Die Kolonisten unterstanden britischem Recht und waren zu Steuern an Großbritannien verpflichtet, durften jedoch keine Repräsentanten ins britische Parlament entsenden. Die Kosten aus dem Krieg der Briten gegen die Franzosen um die Vorherrschaft in Nordamerika von 1756 bis 1763 sollten über Steuern aus den Kolonien beglichen werden. Die Auseinandersetzungen darüber führten zur Unabhängigkeitsbewegung, zur Amerikanischen Revolution und zur Gründung der Vereinigten Staaten von Amerika.

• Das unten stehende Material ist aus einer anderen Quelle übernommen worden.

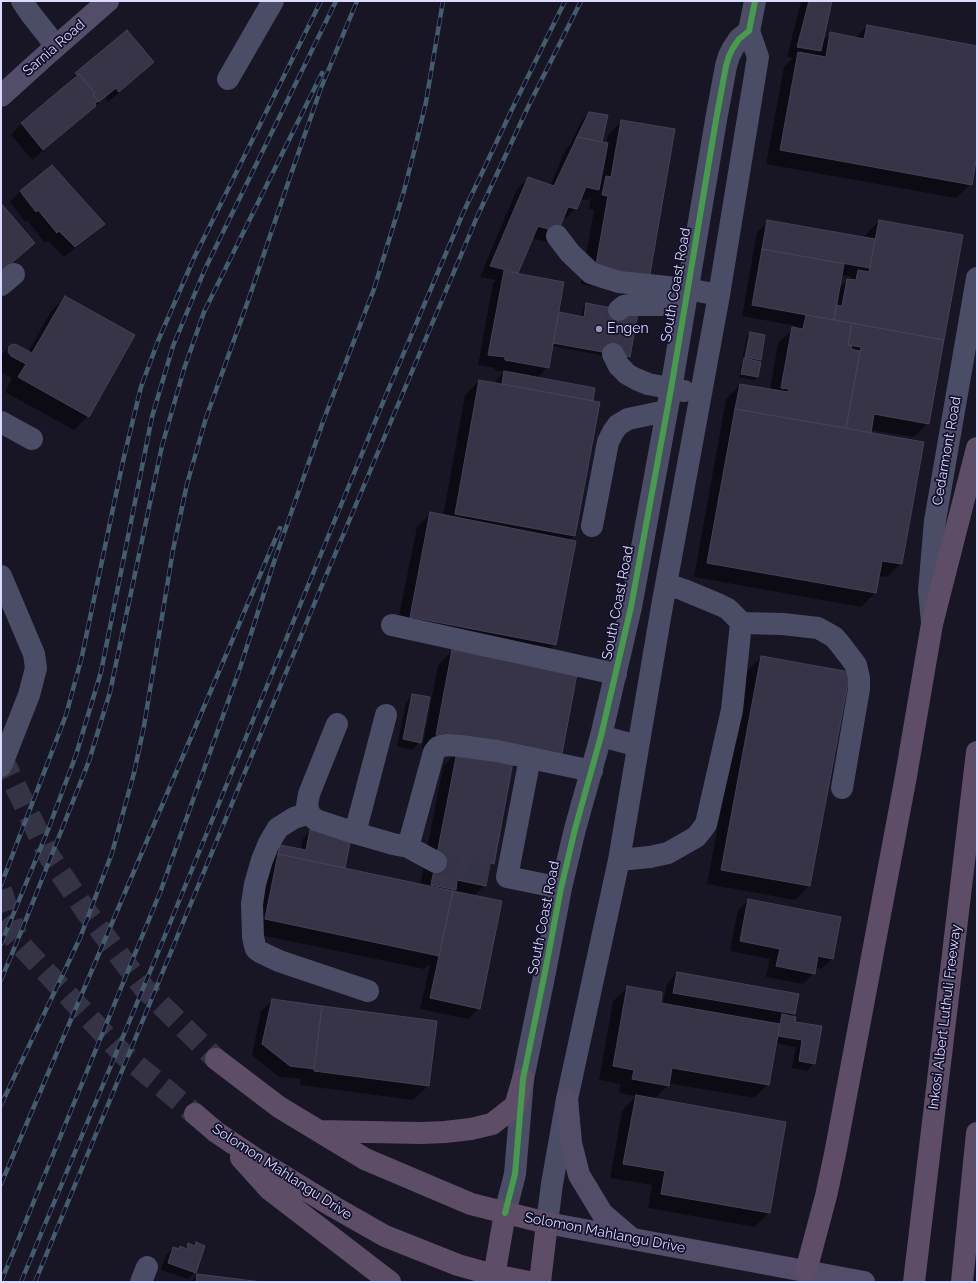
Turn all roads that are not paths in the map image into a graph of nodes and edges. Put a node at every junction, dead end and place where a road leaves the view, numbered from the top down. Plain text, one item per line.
1 (22, 1) edge
2 (108, 1) edge
3 (273, 1) edge
4 (755, 1) edge
5 (749, 31) junction
6 (50, 51) junction
7 (1, 80) edge
8 (228, 80) dead end
9 (1, 96) edge
10 (716, 120) junction
11 (747, 126) junction
12 (703, 193) junction
13 (735, 199) junction
14 (557, 236) dead end
15 (977, 278) edge
16 (719, 295) junction
17 (686, 297) junction
18 (620, 310) dead end
19 (613, 354) tunnel mouth
20 (671, 388) junction
21 (701, 394) junction
22 (666, 411) junction
23 (1, 422) edge
24 (32, 440) dead end
25 (977, 448) edge
26 (592, 526) dead end
27 (1, 576) edge
28 (667, 584) junction
29 (631, 607) junction
30 (661, 612) junction
31 (740, 623) junction
32 (932, 624) junction
33 (392, 625) dead end
34 (616, 674) junction
35 (386, 715) dead end
36 (337, 724) dead end
37 (601, 736) junction
38 (638, 746) junction
39 (977, 752) edge
40 (530, 758) junction
41 (1, 766) edge
42 (592, 771) junction
43 (842, 788) dead end
44 (309, 813) junction
45 (355, 833) junction
46 (408, 847) junction
47 (619, 860) junction
48 (436, 862) tunnel mouth
49 (561, 888) junction
50 (368, 990) dead end
51 (216, 1059) tunnel mouth
52 (523, 1079) junction
53 (567, 1099) junction
54 (195, 1114) tunnel mouth
55 (318, 1131) junction
56 (216, 1132) junction
57 (977, 1133) edge
58 (505, 1213) junction
59 (547, 1223) junction
60 (632, 1238) junction
61 (966, 1238) junction
62 (806, 1271) junction
63 (493, 1278) edge
64 (390, 1282) edge
65 (529, 1282) edge
66 (540, 1282) edge
67 (864, 1282) edge
68 (914, 1282) edge
69 (962, 1282) edge
70 (977, 1282) edge

1 - 6 street
2 - 6 main road, Sarnia Road
3 - 8 street
4 - 5 street
5 - 10 street, South Coast Road
5 - 11 street
6 - 7 main road
6 - 9 main road, Sarnia Road
10 - 11 street
10 - 12 street, South Coast Road
11 - 13 street
12 - 13 street
12 - 17 street, South Coast Road
13 - 16 street
14 - 17 street
15 - 32 street, Cedarmont Road
16 - 17 street
16 - 21 street
17 - 18 street
17 - 20 street, South Coast Road
19 - 20 street
20 - 21 street
20 - 22 street, South Coast Road
21 - 28 street
22 - 26 street
22 - 29 street, South Coast Road
23 - 24 street
25 - 32 highway
27 - 41 street
28 - 30 street
28 - 31 street
29 - 30 street
29 - 34 street, South Coast Road
30 - 38 street
31 - 43 street
31 - 47 street
32 - 62 highway
33 - 34 street
34 - 37 street, South Coast Road
35 - 45 street
36 - 44 street
37 - 38 street
37 - 42 street, South Coast Road
38 - 47 street
39 - 68 highway, Inkosi Albert Luthuli Freeway
40 - 42 street
40 - 46 street
40 - 49 street
42 - 49 street, South Coast Road
44 - 45 street
44 - 50 street
45 - 46 street
46 - 48 street
47 - 53 street
49 - 52 street, South Coast Road
51 - 55 highway, Solomon Mahlangu Drive
52 - 55 highway
52 - 58 street, South Coast Road
53 - 59 street
53 - 60 main road
54 - 56 highway, Solomon Mahlangu Drive
55 - 58 highway, Solomon Mahlangu Drive
56 - 63 highway, Solomon Mahlangu Drive
56 - 64 highway
57 - 61 highway
58 - 59 highway, Solomon Mahlangu Drive
58 - 63 highway, South Coast Road
59 - 60 main road, Solomon Mahlangu Drive
59 - 66 highway
60 - 62 main road, Solomon Mahlangu Drive
61 - 69 highway
61 - 70 highway
62 - 67 main road, Solomon Mahlangu Drive
63 - 65 highway, Solomon Mahlangu Drive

1619 trafen mit einem holländischen Piratenschiff in Jamestown 20 Afrikaner ein, die man zuvor von einem spanischen Sklavenschiff in der Karibik geraubt hatte. Damit begann die Epoche der Sklaverei in Nordamerika. Bis 1776 erhöht sich der Anteil der Sklaven auf 20 Prozent der Gesamtbevölkerung.

Die Siedler verdrängten und vernichteten die Indianer in den Indianerkriegen. Indianer wurden über Jahrhunderte als außerhalb der Zivilisation und Gesellschaft stehend betrachtet.

Mit den Indianerkriegen und der Sklaverei wurde die innere Kolonialisierung Nordamerikas von der reinen Besiedlung durch weiße Siedler mehr und mehr zu Beherrschung, Eroberung und Unterdrückung schwarzer Sklaven und Indianer.